While acknowledging that CMS has affirmed its commitment to complete and implement the necessary security arrangements before enrollment begins on October 1, 2013, the OIG Report also notes that CMS already has missed several critical target dates in its efforts to implement the required security measures.

The Report additionally states: “CMS is working with very tight deadlines to ensure that security measures for the Hub are assessed, tested, and implemented by the expected initial open enrollment date of October 1, 2013. If there are additional delays in completing the security assessment and testing, the CMS CIO may have limited information on the security risks and controls when granting the security authorization of the Hub.” (emphasis added).

The security concerns highlighted in the Report should raise questions about the adequacy of the security of information that an individual might enter on the Healthcare.gov portal in response to the invitation of HHS extended beginning yesterday. 

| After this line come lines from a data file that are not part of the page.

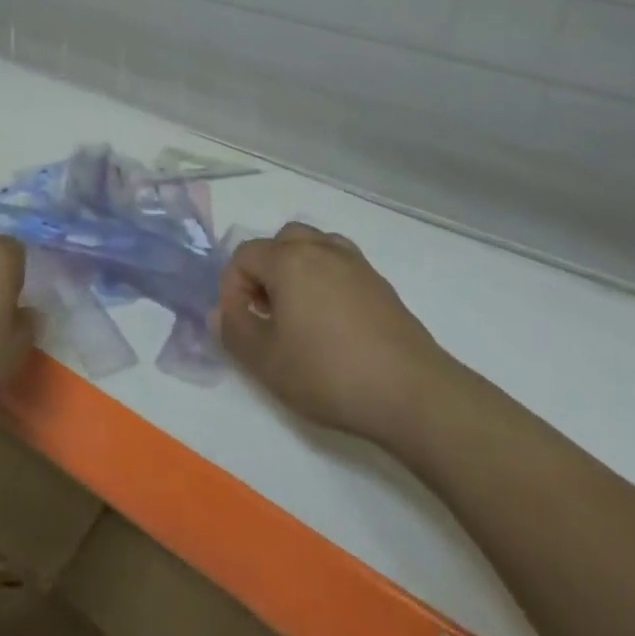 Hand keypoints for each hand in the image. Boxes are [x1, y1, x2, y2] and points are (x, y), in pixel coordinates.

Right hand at [217, 222, 458, 448]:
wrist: (413, 394)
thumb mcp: (266, 361)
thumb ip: (234, 331)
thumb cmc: (329, 373)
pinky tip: (334, 324)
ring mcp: (356, 265)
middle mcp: (322, 249)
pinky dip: (328, 282)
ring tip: (300, 313)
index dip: (233, 288)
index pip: (245, 255)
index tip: (242, 324)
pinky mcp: (382, 287)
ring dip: (299, 271)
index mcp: (289, 259)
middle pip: (282, 241)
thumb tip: (221, 311)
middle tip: (268, 312)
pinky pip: (342, 268)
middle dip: (267, 271)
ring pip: (316, 248) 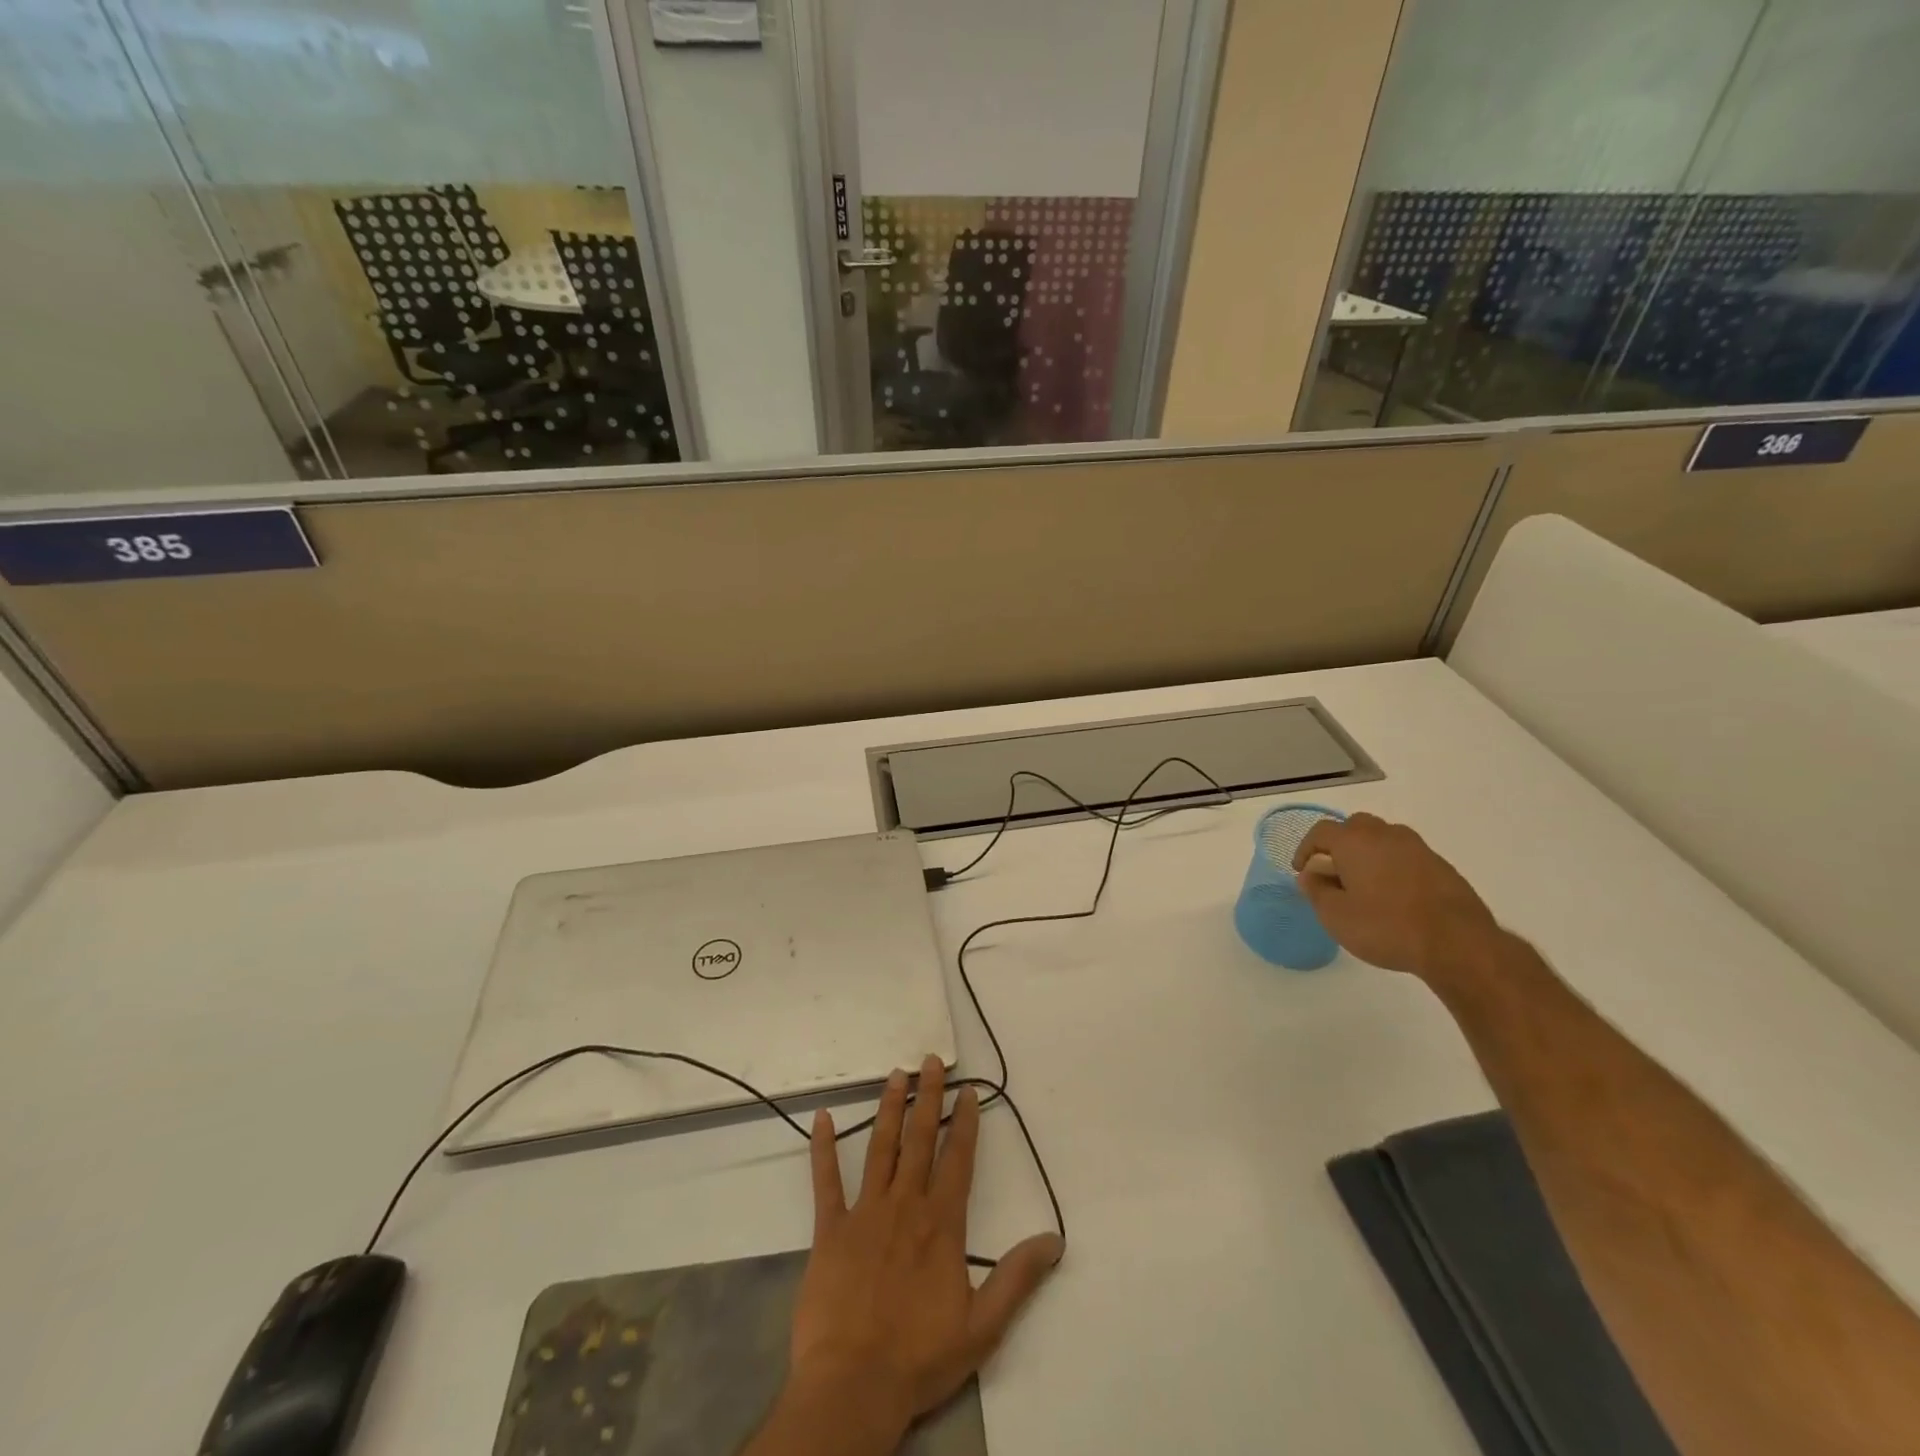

The importance of the security concerns raised in the reports becomes evident when one considers that consumers establishing their personal accounts must “Choose  your user name and password; Create security questions to add an extra layer of protecting your information.”   While many may be temped to discount the significance of the security concerns because the information that HHS currently asks individuals to share when they create their personal accounts appears relatively harmless, it merits noting that the creation of the login and security password that will be used to control access to the personal account of registrants are among those initial elements. To the extent security deficiencies compromise the security of this information, these security deficiencies could undermine the security of the personal accounts and all of the information they contain.

In light of the findings contained in the Report, Americans concerned about the security of their personal information may want to hold off entering data in response to the HHS’s invitation.  Additionally, Americans concerned about these and other security issues also may want to share their feedback with HHS and members of Congress.

Are you concerned about whether health care reform preparations are on track or have other health care policy concerns. Tell us what you think by responding to our poll. 

Join the discussion about health care reform and share your input by joining Project COPE: Coalition for Patient Empowerment here.

About Project COPE: The Coalition On Patient Empowerment & Its  Coalition on Responsible Health Policy

Sharing and promoting the use of practical practices, tools, information and ideas that patients and their families, health care providers, employers, health plans, communities and policymakers can share and offer to help patients, their families and others in their care communities to understand and work together to better help the patients, their family and their professional and private care community plan for and manage these  needs is the purpose of Project COPE, The Coalition on Patient Empowerment & It’s Affiliate, the Coalition on Responsible Health Policy.

The best opportunity to improve access to quality, affordable health care for all Americans is for every American, and every employer, insurer, and community organization to seize the opportunity to be good Samaritans.  The government, health care providers, insurers and community organizations can help by providing education and resources to make understanding and dealing with the realities of illness, disability or aging easier for a patient and their family, the affected employers and others. At the end of the day, however, caring for people requires the human touch.  Americans can best improve health care by not waiting for someone else to step up:  Step up and help bridge the gap when you or your organization can. Speak up to help communicate and facilitate when you can.  Building health care neighborhoods filled with good neighbors throughout the community is the key.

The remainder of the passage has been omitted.